У проф. *** - свойство: образ его проникает всюду, в постель к возлюбленной лезет. Тут - не постель, но всё равно - Ириночка для меня интимное что-то, милое. И - про *** !
Деградирующий ***. *** расползается как-то - как наша империя расползается. Тело становится какой-то квашней, вытекающей за края макитры.
Длинные-длинные речи: поучения. На кафедре мы лет двадцать играем в благоговение перед ***, это и его, и всех нас устраивает. А другим, им зачем бы играть? И - не хотят играть. А *** всюду видятся враги...
Я давно уже знаю, что *** - не от мира сего. Не ИЗ мира сего. Из космических сфер каких-то брошен в сей мир. А там, в космических сферах, там же, я чаю, и пошлости вдоволь.
*** все-таки не просто пошл, а космически пошл. Он не знает, как надо вести себя здесь, на земле, и боится, что о его космической миссии догадаются..."
Интересно было бы проанализировать эту запись в целом, саму по себе. Тогда выяснилась бы художественно-символическая значимость каждой, буквально, ее детали. Тогда бы оказалось, что простая синекдоха, обозначение ломтя ветчины - названием целого поросенка, поросятины, - не только выражет отчужденно-ироническую характеристику Турбиным мясоедения, но и... характеристику того самого человека, которого собеседники этого разговора обсуждают!
В другом месте дневника - о нем же Турбин говорит: *** не просто заурядная "свинья", но... "вепрь" (срв. здесь же: "не просто пошл, но космически пошл"). Значение имеет и фигура собеседницы Турбина, "Ириночки ***": поедая "бутерброд с поросенком", она тем самым... поедает самого этого "профессора ***", о котором они так негативно отзываются!
Реализуется образ, лежащий в основе переносного выражения: "съесть кого-л." (мне довелось встретить обсуждение этого самого стилистического приема в работе одного из коллег Турбина по кафедре о сатире М.Е.Салтыкова-Щедрина: ясно, откуда происходит это наблюдение!); реализуется - метафора "людоедства", наблюдениям и размышлениям о которой посвящена львиная доля дневниковых записей Турбина последних лет, как и отдельные фрагменты его печатных работ (та же самая неоднократно упоминаемая нами статья "Два этюда о Достоевском"; см. также в "Библиографии" статью "Catarina Secunda охотится").
Вот и этот антагонист Турбина, как и другой его коллега "в немного старомодном пасторски черном костюме", оказывается - "мистичен"! То, что этот профессор кафедры МГУ - "не от мира сего", Турбин знает давно. И в его дневниковых записях это открытие излагается неоднократно, под разными углами зрения. И в частности, выясняется, что к размышлениям именно об этом лице восходит еще одна черта в облике романного персонажа, запечатлевшего в себе черты М.М.Бахтина.

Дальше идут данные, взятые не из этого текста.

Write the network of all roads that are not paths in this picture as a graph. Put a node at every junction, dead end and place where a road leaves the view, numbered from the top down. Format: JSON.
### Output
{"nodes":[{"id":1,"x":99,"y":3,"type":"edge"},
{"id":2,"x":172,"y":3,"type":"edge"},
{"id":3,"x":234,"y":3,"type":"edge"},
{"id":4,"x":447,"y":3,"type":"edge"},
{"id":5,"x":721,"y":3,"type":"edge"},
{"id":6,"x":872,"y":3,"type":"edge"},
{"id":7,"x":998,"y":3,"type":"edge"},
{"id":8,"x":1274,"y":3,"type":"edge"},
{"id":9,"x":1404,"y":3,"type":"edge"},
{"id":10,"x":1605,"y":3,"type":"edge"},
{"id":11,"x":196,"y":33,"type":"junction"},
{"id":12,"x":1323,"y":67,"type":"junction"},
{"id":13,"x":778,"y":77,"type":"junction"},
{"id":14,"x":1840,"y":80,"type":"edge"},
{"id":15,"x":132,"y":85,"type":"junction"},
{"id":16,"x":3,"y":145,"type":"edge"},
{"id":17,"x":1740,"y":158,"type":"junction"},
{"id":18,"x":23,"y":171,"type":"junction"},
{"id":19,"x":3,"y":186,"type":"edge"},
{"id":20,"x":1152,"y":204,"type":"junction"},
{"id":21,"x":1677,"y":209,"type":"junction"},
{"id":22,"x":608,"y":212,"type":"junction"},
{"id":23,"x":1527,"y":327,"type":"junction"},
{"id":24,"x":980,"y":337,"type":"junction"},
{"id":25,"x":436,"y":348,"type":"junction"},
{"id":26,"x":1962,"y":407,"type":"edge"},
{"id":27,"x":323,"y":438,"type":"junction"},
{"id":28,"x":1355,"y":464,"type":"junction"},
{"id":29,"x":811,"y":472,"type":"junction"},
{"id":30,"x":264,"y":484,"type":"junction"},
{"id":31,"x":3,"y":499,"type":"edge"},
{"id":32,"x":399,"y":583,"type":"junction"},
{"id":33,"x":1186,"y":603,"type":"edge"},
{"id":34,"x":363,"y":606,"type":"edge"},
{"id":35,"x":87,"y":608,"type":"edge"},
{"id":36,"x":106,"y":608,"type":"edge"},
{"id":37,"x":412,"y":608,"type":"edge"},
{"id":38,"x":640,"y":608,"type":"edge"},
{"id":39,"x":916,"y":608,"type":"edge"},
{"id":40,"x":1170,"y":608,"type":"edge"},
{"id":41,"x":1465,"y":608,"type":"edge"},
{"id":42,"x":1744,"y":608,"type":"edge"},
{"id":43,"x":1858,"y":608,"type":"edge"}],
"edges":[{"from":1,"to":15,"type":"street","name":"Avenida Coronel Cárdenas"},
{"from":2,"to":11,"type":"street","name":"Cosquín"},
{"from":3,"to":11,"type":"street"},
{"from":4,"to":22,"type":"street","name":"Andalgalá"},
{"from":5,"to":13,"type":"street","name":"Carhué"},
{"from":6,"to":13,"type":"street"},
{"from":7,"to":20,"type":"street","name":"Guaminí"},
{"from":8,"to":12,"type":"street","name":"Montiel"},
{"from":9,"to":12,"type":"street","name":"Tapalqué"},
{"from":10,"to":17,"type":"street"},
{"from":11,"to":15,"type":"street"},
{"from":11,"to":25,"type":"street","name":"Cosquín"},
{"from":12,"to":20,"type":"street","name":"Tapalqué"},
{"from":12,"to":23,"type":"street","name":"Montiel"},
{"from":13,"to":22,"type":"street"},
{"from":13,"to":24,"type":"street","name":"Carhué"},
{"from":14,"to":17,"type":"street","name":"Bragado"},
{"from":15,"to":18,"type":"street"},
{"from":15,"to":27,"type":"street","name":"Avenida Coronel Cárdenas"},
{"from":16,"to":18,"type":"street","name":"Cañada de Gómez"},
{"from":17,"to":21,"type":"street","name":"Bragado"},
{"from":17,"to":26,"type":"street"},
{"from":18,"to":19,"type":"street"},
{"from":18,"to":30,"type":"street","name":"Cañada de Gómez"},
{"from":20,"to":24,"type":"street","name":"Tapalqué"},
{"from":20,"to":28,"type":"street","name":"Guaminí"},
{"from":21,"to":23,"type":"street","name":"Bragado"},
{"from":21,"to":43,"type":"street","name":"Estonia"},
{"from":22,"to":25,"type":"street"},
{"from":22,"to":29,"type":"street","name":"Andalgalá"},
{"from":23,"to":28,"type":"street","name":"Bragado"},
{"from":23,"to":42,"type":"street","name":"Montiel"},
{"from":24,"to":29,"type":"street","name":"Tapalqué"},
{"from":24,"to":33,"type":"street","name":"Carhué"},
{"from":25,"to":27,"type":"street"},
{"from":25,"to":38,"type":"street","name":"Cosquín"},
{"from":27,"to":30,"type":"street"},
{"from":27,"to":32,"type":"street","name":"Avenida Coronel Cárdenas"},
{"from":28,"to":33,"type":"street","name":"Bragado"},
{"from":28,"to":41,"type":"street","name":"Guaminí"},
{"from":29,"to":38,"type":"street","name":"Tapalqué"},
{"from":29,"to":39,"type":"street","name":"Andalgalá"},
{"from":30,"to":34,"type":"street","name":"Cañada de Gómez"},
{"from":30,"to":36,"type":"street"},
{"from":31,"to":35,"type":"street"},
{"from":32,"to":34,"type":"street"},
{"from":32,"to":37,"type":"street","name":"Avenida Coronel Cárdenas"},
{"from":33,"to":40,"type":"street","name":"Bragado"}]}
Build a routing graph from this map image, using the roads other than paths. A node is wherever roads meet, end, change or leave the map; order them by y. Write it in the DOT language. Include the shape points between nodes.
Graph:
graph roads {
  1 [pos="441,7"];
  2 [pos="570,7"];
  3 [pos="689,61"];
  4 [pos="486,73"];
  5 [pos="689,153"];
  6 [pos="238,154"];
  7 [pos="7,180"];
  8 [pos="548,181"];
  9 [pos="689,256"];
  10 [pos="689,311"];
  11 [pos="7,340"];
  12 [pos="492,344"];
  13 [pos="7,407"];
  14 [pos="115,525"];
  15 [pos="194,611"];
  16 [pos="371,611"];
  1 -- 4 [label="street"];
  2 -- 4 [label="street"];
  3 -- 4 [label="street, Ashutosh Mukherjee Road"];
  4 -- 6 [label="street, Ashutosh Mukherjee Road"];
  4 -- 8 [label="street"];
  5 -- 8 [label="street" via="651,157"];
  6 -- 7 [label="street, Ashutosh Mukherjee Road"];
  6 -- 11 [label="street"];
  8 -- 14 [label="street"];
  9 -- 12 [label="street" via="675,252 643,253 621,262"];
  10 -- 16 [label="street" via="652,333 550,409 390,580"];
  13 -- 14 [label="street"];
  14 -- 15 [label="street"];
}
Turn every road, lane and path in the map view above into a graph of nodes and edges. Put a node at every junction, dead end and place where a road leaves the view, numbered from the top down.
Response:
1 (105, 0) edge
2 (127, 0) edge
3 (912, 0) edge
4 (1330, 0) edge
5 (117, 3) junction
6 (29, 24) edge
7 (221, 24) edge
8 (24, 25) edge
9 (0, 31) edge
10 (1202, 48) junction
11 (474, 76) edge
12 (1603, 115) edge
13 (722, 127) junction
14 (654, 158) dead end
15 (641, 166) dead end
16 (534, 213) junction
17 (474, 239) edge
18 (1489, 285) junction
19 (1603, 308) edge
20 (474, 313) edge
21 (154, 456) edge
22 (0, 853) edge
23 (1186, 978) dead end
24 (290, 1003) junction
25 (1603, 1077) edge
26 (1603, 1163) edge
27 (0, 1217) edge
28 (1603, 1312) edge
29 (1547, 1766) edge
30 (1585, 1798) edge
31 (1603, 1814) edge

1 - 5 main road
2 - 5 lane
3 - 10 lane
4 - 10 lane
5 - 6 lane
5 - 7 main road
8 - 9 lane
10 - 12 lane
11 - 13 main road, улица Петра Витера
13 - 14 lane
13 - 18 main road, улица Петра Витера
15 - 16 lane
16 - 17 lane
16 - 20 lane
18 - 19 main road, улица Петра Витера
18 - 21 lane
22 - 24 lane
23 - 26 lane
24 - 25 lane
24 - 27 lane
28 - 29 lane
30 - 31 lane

Напомню, что говорится об этом персонаже:
"Его мобилизовали на тайную службу, взамен пообещав ему дар прозрения людских помыслов; но тут, кажется, его вульгарно надули: ничего уж такого особенного Маг прозревать не умел..."
Вот именно в этом, согласно Турбину, состоит жизненная и профессиональная драма его коллеги по кафедре, проф. *** . Именно о нем в записных книжка Турбина говорится, что там, в космических сферах, в которых этот профессор получил свою миссию, его... обманули: пообещали каких-то невероятных научных достижений, карьеры, а он достиг всего-навсего жалкого положения какого-то зав. кафедрой МГУ, всеми пренебрегаемого...
9. "Писатель Сталин"
Розанов предстает в предисловии к книге "Незадолго до Водолея" единомышленником саранского мыслителя в их отношении к предмету историко-литературного знания. Литература для них обоих, и для критика, и для ученого, - равноправный участник диалога, который она ведет с ними, - утверждает Турбин. Более того. Практически это выражается в том, что она-то, литература, и затевает этот "диалог"; инициатива в изучении литературы прошлого принадлежит не исследователю, а... писателю. Это он, писатель, задает вопросы, ответом на которые становятся критические статьи Розанова и научные исследования Бахтина.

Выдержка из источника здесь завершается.